Posted tagged ‘WTF’

Borrower’s Remorse

August 9, 2009

Did you bring your puppy to work?  No?  You don’t even have a puppy?  Then what the fuck, sir, is the deal with this?  I thought I let you borrow a pen earlier.  What you just handed me looks like a used coffee stirrer.  But that can’t be the case because there’s ink in it, and it has what use to be a cap that wasn’t covered in dry spit and tooth marks.  So, I guess my next question should be, “What the fuck, man?!?!”  Is this how you repay people when they do you favors, asshole?  If I let you borrow my car, would you bring it back with dents that you kicked into it yourself and a smashed windshield?  Or how about I let you stay at my place if you lose your job, and you punch holes in my walls and shit on my rugs?  Maybe the next time you ask me to borrow something, I’ll just give you the finger and a quick toodle-loo.

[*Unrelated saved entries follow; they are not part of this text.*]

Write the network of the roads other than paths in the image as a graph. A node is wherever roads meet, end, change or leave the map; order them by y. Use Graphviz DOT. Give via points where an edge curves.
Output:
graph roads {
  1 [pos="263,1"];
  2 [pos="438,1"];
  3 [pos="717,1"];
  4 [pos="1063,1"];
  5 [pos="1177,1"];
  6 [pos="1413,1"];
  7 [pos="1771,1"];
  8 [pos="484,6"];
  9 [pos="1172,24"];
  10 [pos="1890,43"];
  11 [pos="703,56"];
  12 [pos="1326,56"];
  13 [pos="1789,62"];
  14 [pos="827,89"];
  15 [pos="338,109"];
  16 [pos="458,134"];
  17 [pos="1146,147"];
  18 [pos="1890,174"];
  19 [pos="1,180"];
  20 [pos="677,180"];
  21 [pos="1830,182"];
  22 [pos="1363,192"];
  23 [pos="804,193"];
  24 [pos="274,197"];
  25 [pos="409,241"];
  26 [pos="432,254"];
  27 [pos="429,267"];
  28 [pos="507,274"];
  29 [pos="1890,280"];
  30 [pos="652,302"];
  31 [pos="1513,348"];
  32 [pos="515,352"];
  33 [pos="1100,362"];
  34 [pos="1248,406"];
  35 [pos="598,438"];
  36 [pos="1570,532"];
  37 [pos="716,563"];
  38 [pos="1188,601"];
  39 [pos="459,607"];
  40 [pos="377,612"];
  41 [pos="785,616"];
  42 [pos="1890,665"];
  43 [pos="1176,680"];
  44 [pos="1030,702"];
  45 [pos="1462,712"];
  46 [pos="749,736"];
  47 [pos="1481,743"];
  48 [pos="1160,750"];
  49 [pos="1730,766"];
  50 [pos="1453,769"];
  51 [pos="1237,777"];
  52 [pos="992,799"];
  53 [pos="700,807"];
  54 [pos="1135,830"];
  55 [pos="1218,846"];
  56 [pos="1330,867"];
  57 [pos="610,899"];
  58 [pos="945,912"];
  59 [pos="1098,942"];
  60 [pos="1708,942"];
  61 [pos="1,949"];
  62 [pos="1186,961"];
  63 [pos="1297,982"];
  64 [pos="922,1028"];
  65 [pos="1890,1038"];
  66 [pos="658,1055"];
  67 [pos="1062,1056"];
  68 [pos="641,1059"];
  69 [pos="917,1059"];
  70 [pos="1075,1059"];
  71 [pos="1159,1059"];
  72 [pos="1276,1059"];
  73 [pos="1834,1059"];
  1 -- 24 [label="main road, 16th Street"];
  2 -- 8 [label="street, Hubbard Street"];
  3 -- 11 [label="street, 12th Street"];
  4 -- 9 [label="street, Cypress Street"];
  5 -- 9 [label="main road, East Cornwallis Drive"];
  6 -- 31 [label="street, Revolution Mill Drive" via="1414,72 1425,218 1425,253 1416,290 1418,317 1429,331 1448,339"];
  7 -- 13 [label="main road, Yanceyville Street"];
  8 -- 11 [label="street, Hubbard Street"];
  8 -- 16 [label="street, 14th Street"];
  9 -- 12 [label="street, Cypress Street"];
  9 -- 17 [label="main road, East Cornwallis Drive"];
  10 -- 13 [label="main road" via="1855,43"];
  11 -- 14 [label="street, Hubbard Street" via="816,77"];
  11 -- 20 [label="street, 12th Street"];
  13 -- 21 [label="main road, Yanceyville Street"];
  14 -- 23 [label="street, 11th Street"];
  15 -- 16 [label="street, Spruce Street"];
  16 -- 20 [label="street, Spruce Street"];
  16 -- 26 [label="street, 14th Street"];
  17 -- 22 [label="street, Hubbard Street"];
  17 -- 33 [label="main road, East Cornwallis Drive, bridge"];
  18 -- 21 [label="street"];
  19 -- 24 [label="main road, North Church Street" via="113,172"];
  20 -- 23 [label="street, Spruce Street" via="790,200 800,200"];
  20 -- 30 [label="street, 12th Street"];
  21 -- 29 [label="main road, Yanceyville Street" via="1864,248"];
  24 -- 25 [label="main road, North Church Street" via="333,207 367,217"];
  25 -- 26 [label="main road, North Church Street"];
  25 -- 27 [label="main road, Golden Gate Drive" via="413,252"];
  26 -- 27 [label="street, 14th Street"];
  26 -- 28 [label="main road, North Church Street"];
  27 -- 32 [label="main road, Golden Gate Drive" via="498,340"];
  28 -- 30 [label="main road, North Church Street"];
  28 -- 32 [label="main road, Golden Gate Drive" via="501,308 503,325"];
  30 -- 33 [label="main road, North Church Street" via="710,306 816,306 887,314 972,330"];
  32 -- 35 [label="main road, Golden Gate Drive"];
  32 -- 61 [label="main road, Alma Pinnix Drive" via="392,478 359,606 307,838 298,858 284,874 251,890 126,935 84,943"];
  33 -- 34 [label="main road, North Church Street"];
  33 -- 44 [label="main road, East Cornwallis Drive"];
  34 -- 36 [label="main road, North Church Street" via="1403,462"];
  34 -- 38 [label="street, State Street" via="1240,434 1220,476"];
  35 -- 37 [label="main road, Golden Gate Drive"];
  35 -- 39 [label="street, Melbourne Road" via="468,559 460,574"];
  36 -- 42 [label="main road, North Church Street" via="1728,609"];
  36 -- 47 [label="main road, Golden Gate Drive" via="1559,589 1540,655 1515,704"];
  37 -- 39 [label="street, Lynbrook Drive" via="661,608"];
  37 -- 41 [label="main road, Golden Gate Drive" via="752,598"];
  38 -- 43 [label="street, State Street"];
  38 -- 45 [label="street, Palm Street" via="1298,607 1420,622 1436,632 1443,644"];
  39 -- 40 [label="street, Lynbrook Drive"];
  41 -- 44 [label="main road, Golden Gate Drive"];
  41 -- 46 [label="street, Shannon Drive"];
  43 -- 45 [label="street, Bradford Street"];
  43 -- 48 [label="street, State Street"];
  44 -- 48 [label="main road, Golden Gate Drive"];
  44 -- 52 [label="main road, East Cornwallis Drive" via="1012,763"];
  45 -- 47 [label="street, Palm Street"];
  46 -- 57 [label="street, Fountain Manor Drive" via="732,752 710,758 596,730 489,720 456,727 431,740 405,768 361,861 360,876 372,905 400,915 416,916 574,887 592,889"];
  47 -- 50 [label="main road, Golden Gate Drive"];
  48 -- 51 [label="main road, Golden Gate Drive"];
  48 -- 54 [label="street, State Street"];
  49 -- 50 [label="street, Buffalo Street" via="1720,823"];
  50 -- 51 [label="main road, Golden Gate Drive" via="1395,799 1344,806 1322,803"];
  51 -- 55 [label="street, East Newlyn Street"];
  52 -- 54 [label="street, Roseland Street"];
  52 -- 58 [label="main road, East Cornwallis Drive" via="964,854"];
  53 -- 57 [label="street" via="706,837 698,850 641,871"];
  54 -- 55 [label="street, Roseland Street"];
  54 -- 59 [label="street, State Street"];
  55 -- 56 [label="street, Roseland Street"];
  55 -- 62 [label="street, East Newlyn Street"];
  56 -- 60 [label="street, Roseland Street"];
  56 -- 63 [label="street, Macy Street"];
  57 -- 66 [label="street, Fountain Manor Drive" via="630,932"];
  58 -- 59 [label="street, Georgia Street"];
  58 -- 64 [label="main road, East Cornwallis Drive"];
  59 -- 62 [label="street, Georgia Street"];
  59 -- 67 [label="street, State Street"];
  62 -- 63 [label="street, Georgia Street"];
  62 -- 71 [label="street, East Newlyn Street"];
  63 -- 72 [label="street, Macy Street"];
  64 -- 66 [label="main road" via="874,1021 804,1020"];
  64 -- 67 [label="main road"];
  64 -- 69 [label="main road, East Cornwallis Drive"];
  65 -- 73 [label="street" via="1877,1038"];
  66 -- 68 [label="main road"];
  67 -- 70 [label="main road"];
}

Time and Place IV…What About AIDS?

July 9, 2009

There’s a time and place for contests.  Now is neither the time, and the richest country in the world is not the place to hold a contest to see which group of nerds can get to space without government funding first!  The fact that two million dollars is at stake just makes my balls burn.  Who the hell cares if we can put more humans into space?  It’s been proven.  Try something new hippies! How about a race to cure AIDS.  How much would that prize be worth?  I’d be willing to personally donate at least one of my balls to the team that cures AIDS.  Is cancer also so far in the rearview mirror?  And what about the still incurable herpes, you low aiming sons of bitches?  The phrase ‘aim high’ is not a direct reference to space for all of your fucking aspirations.  Do you know how much professional athletes, actors, and politicians would pay to remove the stain of their past indiscretions?  Apparently, you absolutely do not, because you fucking nerds are trying to replicate technology that’s been in place for almost 50 years.  So, burn all of your Star Wars action figures until you do something useful with your advanced knowledge of whatever the fuck your 8 degrees entail.  Trust me, the world will be a much better place.

Take a Note

May 28, 2009

Take a noteBitch!  Of course, I could take a note.  I have two degrees, and the skills of a fucking champion!  You know what that means?  You, most likely, have a similar, though inferior, skill set.  This means you could take a note, at the very damn least.  Ever hear of a tape recorder, chump?  How about that BlackBerry on your big ass hips?  Yet, you ask me to take a 4-word note for you.  If your middle-aged ass can’t remember to send one e-mail, quit the game today, and don’t even think about pushing ‘restart’, punk bitch!  Just because you make more money than me, doesn’t mean I’m here to take fucking notes because your wrist is sore from beating it to UFC.  So, stuff your sorrys in a sack and go fuck yourself.  When you get back, take your own note.  Then, promptly choke on it!  Or I could write that shit on your shirt with a Sharpie.  MAKE A CHOICE!